Closed simtheverse closed 11 months ago
HLA Time Management Settings: Recommendation 1: Configure all your federates to be both Time Constrained and Time Regulating. Two of your federates are not Time Constrained, which means that will not receive Timestamp Order (TSO) messages. This means the messages will be Receive Order (RO) even though they were sent TSO. It is possible that you could receive 0, 1, or 2 pieces of data per frame because data is RO.
For a deterministic and repeatable distributes simulation it is recommended to configure the federates to be Time Constrained and Time Regulating.
In your input file use the following settings: federate.set_time_regulating( True ) federate.set_time_constrained( True )
Trick Software (i.e. Realtime) Frame Size and Data Exchange Rate: I suspect you have a 5 millisecond Trick realtime frame time that corresponds to the 5 millisecond lookahead time you are using. Getting a Trick simulation to run realtime without overruns with 5 millisecond realtime frame will require you to isolate CPUs, lock the Trick sim to the isolated CPU, disabled interrupts, tune the OS, and more than likely have to install the Linux realtime kernel extensions.

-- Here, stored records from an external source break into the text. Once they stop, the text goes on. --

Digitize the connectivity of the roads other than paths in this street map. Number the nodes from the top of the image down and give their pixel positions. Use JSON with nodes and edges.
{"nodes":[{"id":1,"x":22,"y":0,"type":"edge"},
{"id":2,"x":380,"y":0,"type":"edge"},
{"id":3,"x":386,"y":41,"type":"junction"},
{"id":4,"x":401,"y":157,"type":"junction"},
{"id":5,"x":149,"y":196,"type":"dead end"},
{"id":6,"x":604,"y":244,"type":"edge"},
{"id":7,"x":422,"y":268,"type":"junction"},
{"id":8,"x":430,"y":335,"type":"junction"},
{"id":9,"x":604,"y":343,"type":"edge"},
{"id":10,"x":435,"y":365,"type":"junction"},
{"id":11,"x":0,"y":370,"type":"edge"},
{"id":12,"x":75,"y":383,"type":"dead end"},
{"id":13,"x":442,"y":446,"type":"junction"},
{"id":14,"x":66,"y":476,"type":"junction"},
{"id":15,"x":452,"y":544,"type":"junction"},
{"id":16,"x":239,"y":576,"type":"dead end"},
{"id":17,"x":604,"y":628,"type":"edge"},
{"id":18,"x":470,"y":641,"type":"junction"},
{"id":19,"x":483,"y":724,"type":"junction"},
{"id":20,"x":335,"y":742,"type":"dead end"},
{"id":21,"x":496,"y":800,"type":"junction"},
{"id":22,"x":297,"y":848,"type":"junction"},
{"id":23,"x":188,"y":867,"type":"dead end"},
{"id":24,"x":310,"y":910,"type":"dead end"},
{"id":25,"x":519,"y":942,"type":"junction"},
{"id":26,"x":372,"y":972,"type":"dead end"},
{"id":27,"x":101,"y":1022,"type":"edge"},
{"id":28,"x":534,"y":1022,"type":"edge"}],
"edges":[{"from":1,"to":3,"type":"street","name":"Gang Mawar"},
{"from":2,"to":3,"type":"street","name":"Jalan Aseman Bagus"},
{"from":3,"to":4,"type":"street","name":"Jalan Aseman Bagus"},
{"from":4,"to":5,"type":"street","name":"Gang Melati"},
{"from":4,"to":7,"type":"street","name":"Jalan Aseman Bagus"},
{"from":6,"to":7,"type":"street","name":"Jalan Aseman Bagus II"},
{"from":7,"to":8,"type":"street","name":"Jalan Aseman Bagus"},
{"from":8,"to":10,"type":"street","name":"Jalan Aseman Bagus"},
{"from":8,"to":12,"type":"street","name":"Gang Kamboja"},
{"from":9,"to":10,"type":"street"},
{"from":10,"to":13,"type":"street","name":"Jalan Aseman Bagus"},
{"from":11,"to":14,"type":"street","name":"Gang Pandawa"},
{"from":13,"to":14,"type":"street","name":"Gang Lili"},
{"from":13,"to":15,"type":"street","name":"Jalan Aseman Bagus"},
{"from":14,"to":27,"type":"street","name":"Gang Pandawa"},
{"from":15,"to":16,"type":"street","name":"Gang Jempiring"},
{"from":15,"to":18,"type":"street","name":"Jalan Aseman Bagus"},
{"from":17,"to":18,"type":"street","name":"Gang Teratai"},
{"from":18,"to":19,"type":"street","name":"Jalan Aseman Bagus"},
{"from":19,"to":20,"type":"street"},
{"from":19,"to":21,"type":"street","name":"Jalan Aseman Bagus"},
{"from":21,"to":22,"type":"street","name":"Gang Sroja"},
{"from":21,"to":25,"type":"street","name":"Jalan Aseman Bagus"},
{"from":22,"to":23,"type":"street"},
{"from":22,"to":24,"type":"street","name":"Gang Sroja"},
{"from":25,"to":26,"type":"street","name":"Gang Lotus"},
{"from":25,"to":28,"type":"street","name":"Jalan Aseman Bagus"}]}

Recommendation 2: Unless there is something that is forcing you to use a small Trick software frame time, you something more reasonable like 100 milliseconds. The Trick software frame must be an integer multiple of your lookahead time. Also, the Least Common Time Step will now likely be your software frame time so that you land on that time boundary when modding the federation to freeze (etc).
Only the federate with the Pacing Role should have the realtime clock enabled and you can override the Rame size in the input file or in the realtime.py file: exec(open( "Modified_data/trick/realtime.py" ).read()) trick.exec_set_software_frame( 0.100 )
federate.set_least_common_time_step( 0.100 )
Recommendation 3: Use a much larger lookahead time. The following distributed simulation architectures can help:
Typically, using shadow state combined with lag-compensation works very well.
SpaceFOM Roles: Just a reminder that within the SpaceFOM compliant federation, there can only be one Master, Pacing or Root Reference Frame roles. Given that the granted time for the Chaser is ahead of the MPR and Target federates, this seems to imply the Chaser is also a Master federate and all the other federates are late joiners because all federates are also Time Regulating.
Recommendation 4: Make sure your Master federate is configured to know about all the required federates needed for the execution by using something like this in the MPR federates input file: federate.add_known_fededrate( True, str(federate.federate.name) ) federate.add_known_fededrate( True, 'Chaser' ) federate.add_known_fededrate( True, 'Target' )
I did not test your configuration of some federates not being time conatrinsed, but I did do a 8+ hour test run with all federates configured as both Time Constrained and Time Regulating and I did not see any issues. I will try and make a test run like your HLA Time Management configuration when I can.
As usual, Dan gives a very thorough explanation with good recommendations. I would also add to check if your local system is running network security checks. We have observed that some network security scans will interfere with the Trick variable server and cause a Trick simulation to 'behave poorly'. In some cases, this will cause a simulation to completely freeze up. For some of our very long runs, we have had to ask our network security folks to temporarialy suspend scanning. When possible, we try to run on an isolated network that does not have network scanning.
Dan and Zack, Thank you very much for these in-depth and through guidance for checking my federation. It turns out that there was a weird error in the models of the federate sims and fixing it has now let me run longer than the target of 24 hours. I am going through the guidance now and checking my setup based off of what you have suggested. I don't have shadow states or lag compensation so I am going to start looking at that to perhaps reduce the transmission rate. Thanks again for the great guidance!
Happy to have helped. I have been working up some example classes in the jeod_examples branch of TrickHLA. They have some examples of Lag Compensation. I hope to merge those into the master branch soon. However, I keep running into little bugs here and there. ;-)
Hello! I'm interested in simulating a SpaceFOM scenario for approx 24hrs in real time. I seem to get ~7hrs before the execution effectively pauses. I'm sharing the CRC's table for time advancement grants from both executions:
In each case, one federate (happens to be last one to join) gets granted to some time ahead of the others, and perhaps when they get out of sync they get stuck. I was curious what kind of debugging do you recommend to get down to the heart of the issue?
Another data point is that the MPR is getting quite a few overruns. I'll be digging in more to see what jobs are overruning and can post it here when I figure it out.
Thank you for the guidance!